How to Forgive When You Can’t Forget
Forgiveness is a funny thing, isn’t it?
Not a haha funny, but an interesting funny.
Recently I ran into someone that I hadn’t seen in a few years.
I thought I had forgiven them.
It’s not like I really think much about this person.
Yet when I saw them–that “feeling” began to come up. You know that feeling.
The one that makes your stomach tense and pressure begins to rise up in your chest.
I didn’t expect to feel this way.
The offense happened several years ago and wasn’t actually targeted at me, but at a family member.
Had I truly not forgiven?
As I got back in my car I tried sorting through my thoughts, hoping to pinpoint where these feelings were coming from. As I began talking to God, I realized what was happening.
Sometimes we think we’ve let go of things, but in actuality, we stuffed them deep down inside and forget they were there….until we see the person again.
It’s amazing how fast that thing can come back up!
The bible tells us to forgive, just as our Father in heaven has forgiven us.
Clearly we want to be obedient.
But let’s face it, there are times when forgiving is excruciating. The scenario of what was done to us (or a loved one!) replays in our minds over and over, preventing us from “forgetting”.
Although I hadn’t thought about his person in a while, there was a time when I was caught in the replay cycle.
I had played the offense so often in my head that I actually never let it go.
The person was out of sight, so the offense was out of my mind, but not my heart.
When I saw them again the hurt came bubbling back up, causing me to relive the situation. Once again, I was having a hard time forgetting the pain this person put my family through.

How do you Forgive when You Can’t Forget?
Lay Down the Hurt
Give your burdens to the Lord, and he will take care of you. He will not permit the godly to slip and fall. Psalm 55:22 NLT
When we are hurt by someone else’s words or actions, we usually have a long list of demands that we feel will rectify the situation.
We may want an apology, an explanation or even an action.
Yet none of these things will actually bring healing.
Laying the hurts down before Him is crucial for us to forgive.
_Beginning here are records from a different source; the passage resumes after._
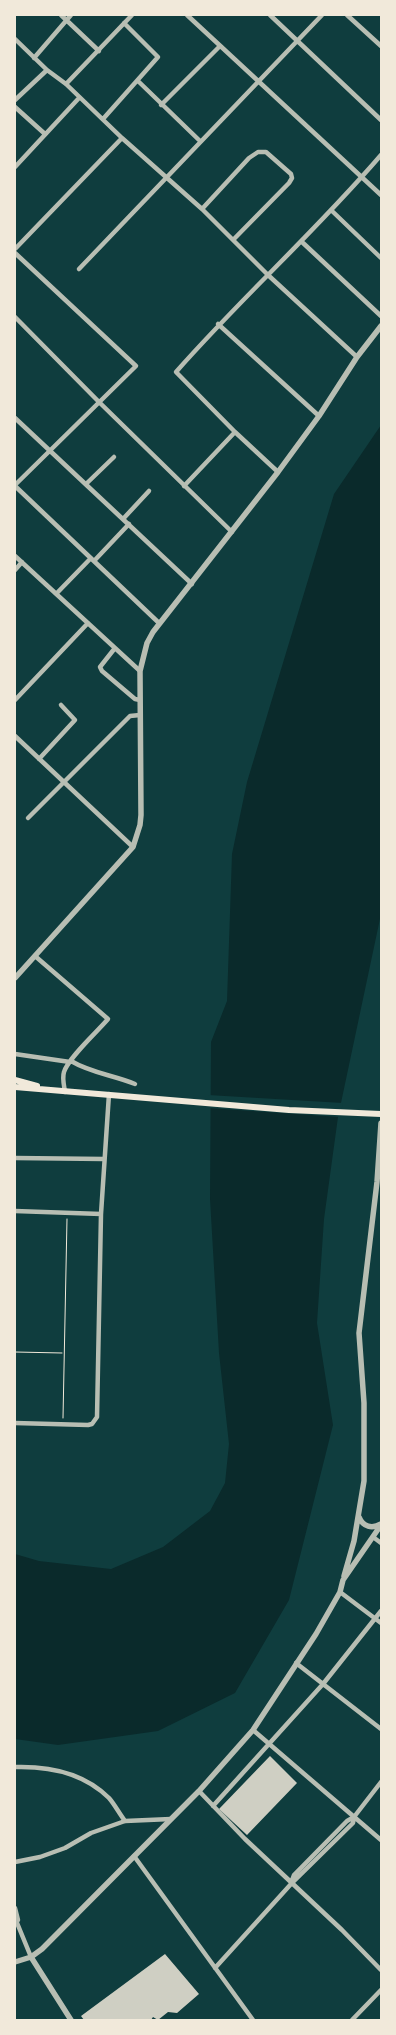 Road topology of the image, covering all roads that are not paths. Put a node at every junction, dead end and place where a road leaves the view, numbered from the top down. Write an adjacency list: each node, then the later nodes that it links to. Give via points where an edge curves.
1 (62, 15): 8 (street)
2 (70, 15): 8 (street)
3 (132, 15): 9 (street)
4 (187, 15): 12 (street)
5 (270, 15): 11 (street)
6 (322, 15): 11 (street)
7 (347, 15): 13 (street)
8 (66, 20): 14 (street); 15 (street)
9 (124, 23): 14 (street); 17 (street, via 158,55)
10 (15, 39): 15 (street)
11 (298, 41): 18 (street); 25 (street)
12 (220, 46): 18 (street); 22 (street)
13 (381, 46)
14 (99, 51): 19 (street)
15 (34, 58): 16 (street)
16 (47, 70): 19 (street); 21 (street)
17 (138, 81): 22 (street); 24 (street)
18 (259, 82): 28 (street); 31 (street)
19 (66, 84): 20 (street)
20 (79, 98): 24 (street); 26 (street)
21 (15, 100)
22 (161, 105): 28 (street)
23 (15, 106): 26 (street)
24 (103, 119): 27 (street)
25 (381, 120)
26 (45, 134): 30 (street)
27 (122, 138): 32 (street); 38 (street)
28 (200, 141): 32 (street)
29 (381, 155): 31 (street)
30 (15, 167)
31 (362, 177): 33 (street); 35 (street)
32 (166, 178): 34 (street); 41 (street)
33 (381, 195)
34 (202, 209): 36 (street); 36 (street, via 258,152 266,152 291,174 289,183)
35 (331, 210): 37 (street); 40 (street)
36 (233, 240): 42 (street)
37 (302, 242): 42 (street); 43 (street)
38 (15, 249)
39 (15, 253): 48 (street, via 136,366)
40 (381, 258)
41 (79, 269)
42 (268, 275): 45 (street); 47 (street)
43 (381, 316)
44 (15, 317): 48 (street)
45 (218, 324): 49 (street); 51 (street, via 176,372)
46 (381, 326): 47 (street)
47 (357, 357): 49 (street)
48 (99, 402): 52 (street); 57 (street)
49 (319, 416): 54 (street)
50 (15, 418): 52 (street)
51 (235, 432): 54 (street); 57 (street)
52 (50, 450): 55 (street); 56 (street)
53 (114, 457): 55 (street)
54 (278, 472): 61 (street)
55 (86, 484): 59 (street)
56 (15, 485): 63 (street)
57 (184, 486): 61 (street)
58 (149, 491): 59 (street)
59 (123, 519): 60 (street)
60 (129, 524): 63 (street); 66 (street)
61 (232, 532): 66 (street)
62 (15, 556): 64 (street)
63 (92, 559): 67 (street); 69 (street)
64 (22, 562): 65 (street); 67 (street)
65 (15, 570)
66 (192, 584): 69 (street)
67 (56, 594): 68 (street)
68 (88, 623): 70 (street); 72 (street)
69 (159, 623): 71 (street, via 148,643)
70 (115, 648): 71 (street); 73 (street, via 100,667)
71 (140, 671): 73 (street)
72 (15, 700)
73 (140, 700): 75 (street)
74 (61, 705): 77 (street, via 76,720)
75 (140, 715): 78 (street, via 130,716); 80 (street, via 141,815)
76 (15, 736): 77 (street)
77 (39, 759): 78 (street)
78 (64, 782): 79 (street); 80 (street)
79 (28, 818)
80 (133, 847): 81 (street)
81 (35, 956): 82 (street); 84 (street, via 108,1019)
82 (15, 978)
83 (15, 1054): 84 (street)
84 (70, 1061): 86 (street, via 98,1074 114,1075); 88 (street, via 64,1072)
85 (15, 1080): 88 (main road)
86 (135, 1084)
87 (15, 1087): 88 (main road)
88 (65, 1092): 89 (main road)
89 (109, 1094): 90 (main road, via 289,1110); 93 (street)
90 (381, 1114)
91 (381, 1123): 95 (street)
92 (15, 1158): 93 (street)
93 (104, 1159): 97 (street)
94 (381, 1176): 95 (street)
95 (377, 1182): 99 (street, via 359,1333 364,1403 364,1481)
96 (15, 1211): 97 (street)
97 (101, 1214): 98 (street, via 97,1413 94,1421 88,1425)
98 (15, 1423)
99 (358, 1515): 100 (street, via 368,1527); 103 (street)
100 (381, 1524): 101 (street)
101 (373, 1537): 102 (street); 103 (street)
102 (381, 1544)
103 (343, 1580): 104 (street)
104 (340, 1592): 106 (street); 108 (street)
105 (381, 1611): 106 (street)
106 (375, 1619): 107 (street); 109 (street)
107 (381, 1623)
108 (296, 1664): 109 (street); 111 (street)
109 (323, 1684): 110 (street); 112 (street)
110 (381, 1729)
111 (253, 1730): 112 (street); 115 (street)
112 (269, 1744): 116 (street); 117 (street)
113 (15, 1767): 119 (street, via 55,1769 84,1780 110,1799)
114 (381, 1782): 117 (street)
115 (199, 1792): 116 (street); 118 (street)
116 (212, 1806): 123 (street)
117 (354, 1817): 120 (street); 123 (street, via 294,1876)
118 (171, 1819): 119 (street); 121 (street)
119 (125, 1821): 122 (street, via 91,1833 66,1848)
120 (381, 1840)
121 (134, 1856): 127 (street, via 42,1950); 129 (street)
122 (15, 1862)
123 (291, 1884): 129 (street); 130 (street)
124 (15, 1908): 126 (street)
125 (15, 1918): 126 (street)
126 (21, 1934): 127 (street)
127 (31, 1957): 128 (street); 132 (street)
128 (15, 1962)
129 (215, 1968): 133 (street)
130 (381, 1970)
131 (381, 1990): 134 (street)
132 (71, 2020)
133 (253, 2020)
134 (352, 2020) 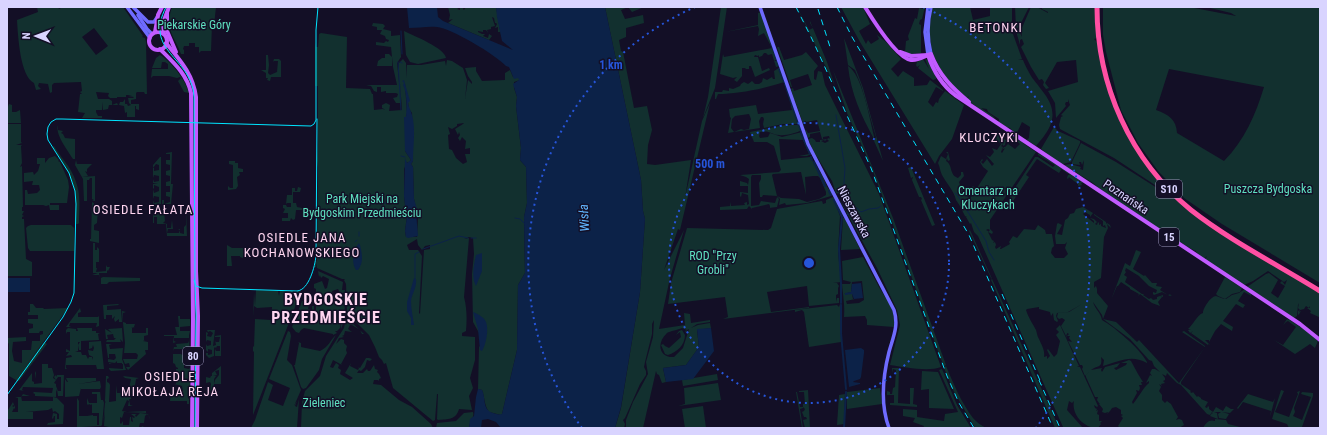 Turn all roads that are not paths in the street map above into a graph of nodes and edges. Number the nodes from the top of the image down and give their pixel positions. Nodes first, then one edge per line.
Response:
1 (127, 7) edge
2 (133, 7) edge
3 (162, 7) edge
4 (169, 7) edge
5 (760, 7) edge
6 (865, 7) edge
7 (928, 7) edge
8 (931, 7) edge
9 (1098, 7) edge
10 (166, 13) junction
11 (158, 16) junction
12 (164, 34) junction
13 (152, 35) junction
14 (926, 42) junction
15 (166, 43) junction
16 (160, 49) junction
17 (930, 55) junction
18 (923, 56) junction
19 (179, 57) junction
20 (931, 62) junction
21 (991, 119) junction
22 (1320, 291) edge
23 (1320, 340) edge
24 (192, 428) edge
25 (197, 428) edge
26 (889, 428) edge

1 - 13 main road
2 - 11 main road
2 - 13 main road
3 - 11 main road
4 - 10 main road
5 - 26 main road, Nieszawska
6 - 18 main road
7 - 14 main road
8 - 17 main road
9 - 22 highway, S10
10 - 12 main road
10 - 19 main road
11 - 13 main road
12 - 13 main road
12 - 15 main road
13 - 16 main road, 80
14 - 17 main road
14 - 18 main road
15 - 16 main road
15 - 19 main road, 80
16 - 24 main road, 80
17 - 18 main road
17 - 20 main road, Poznańska / 15
17 - 21 main road, Poznańska / 15
18 - 20 main road
19 - 25 main road, 80
20 - 21 main road, Poznańska / 15
21 - 23 main road, Poznańska / 15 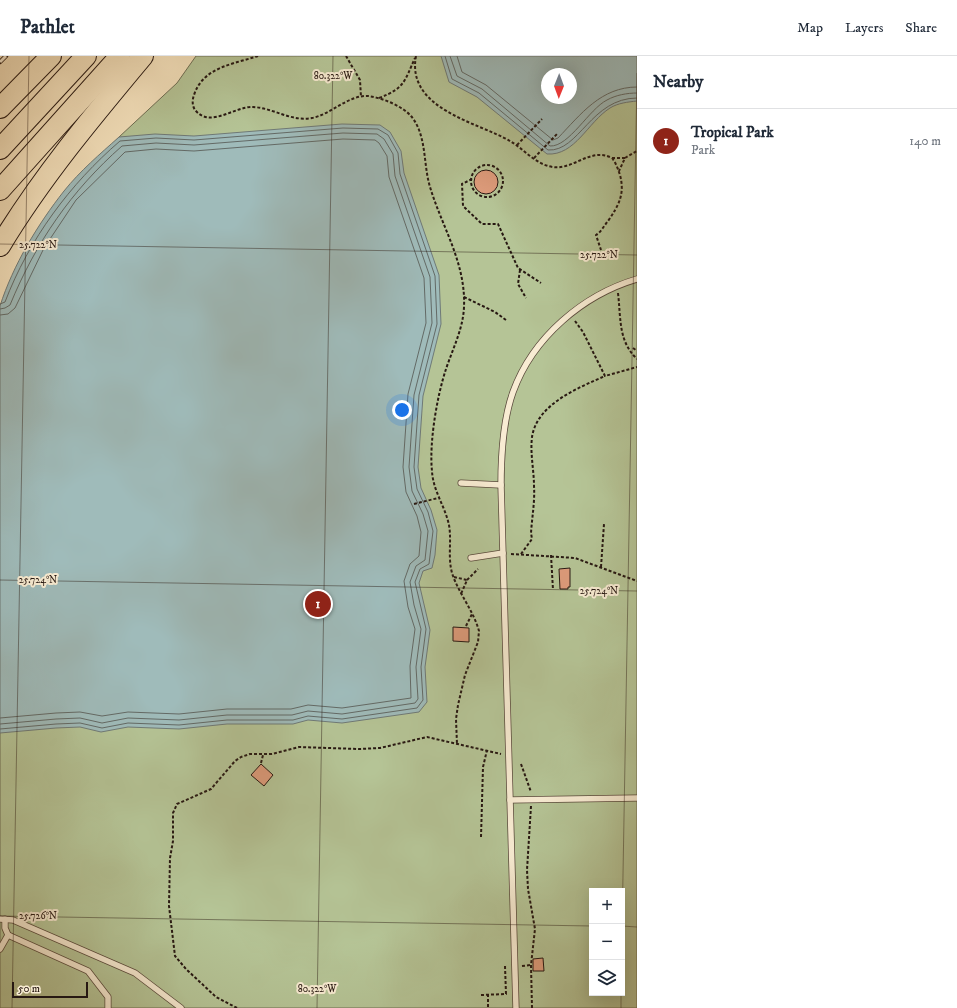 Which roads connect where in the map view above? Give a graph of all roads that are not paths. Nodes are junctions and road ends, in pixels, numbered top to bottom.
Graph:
1 (51, 56) edge
2 (86, 56) edge
3 (120, 56) edge
4 (143, 56) edge
5 (0, 108) edge
6 (0, 149) edge
7 (0, 190) edge
8 (0, 246) edge
9 (637, 280) edge
10 (461, 483) dead end
11 (501, 485) junction
12 (503, 554) junction
13 (471, 558) dead end
14 (637, 798) edge
15 (510, 800) junction
16 (3, 919) edge
17 (8, 935) junction
18 (0, 949) edge
19 (178, 1007) edge
20 (108, 1008) edge
21 (516, 1008) edge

Crucial.
So how do we lay down those hurts to Him?
Every time we think of that situation or that hurt, we can pray. Here is a sample prayer I have had to pray many times when trying to forgive:

The first, second or even third time you pray this, nothing may change. But the more you release them to God, the more healing will come. As you lay these things at His feet, He will take care of you.
Remember How Much You’ve Been Forgiven
If you forgive those who sin against you, your heavenly Father will forgive you. But if you refuse to forgive others, your Father will not forgive your sins. Matthew 6:14-15 NLT
When we are hurt, our natural desire is to make the person “pay” for what they’ve done.
Through our words or actions we usually choose to confront or isolate.
Yet we often forget the choice of extending grace.
We can do this knowing that we have received much grace from God. As I researched the word “forgive” in this verse, I found a very interesting definition.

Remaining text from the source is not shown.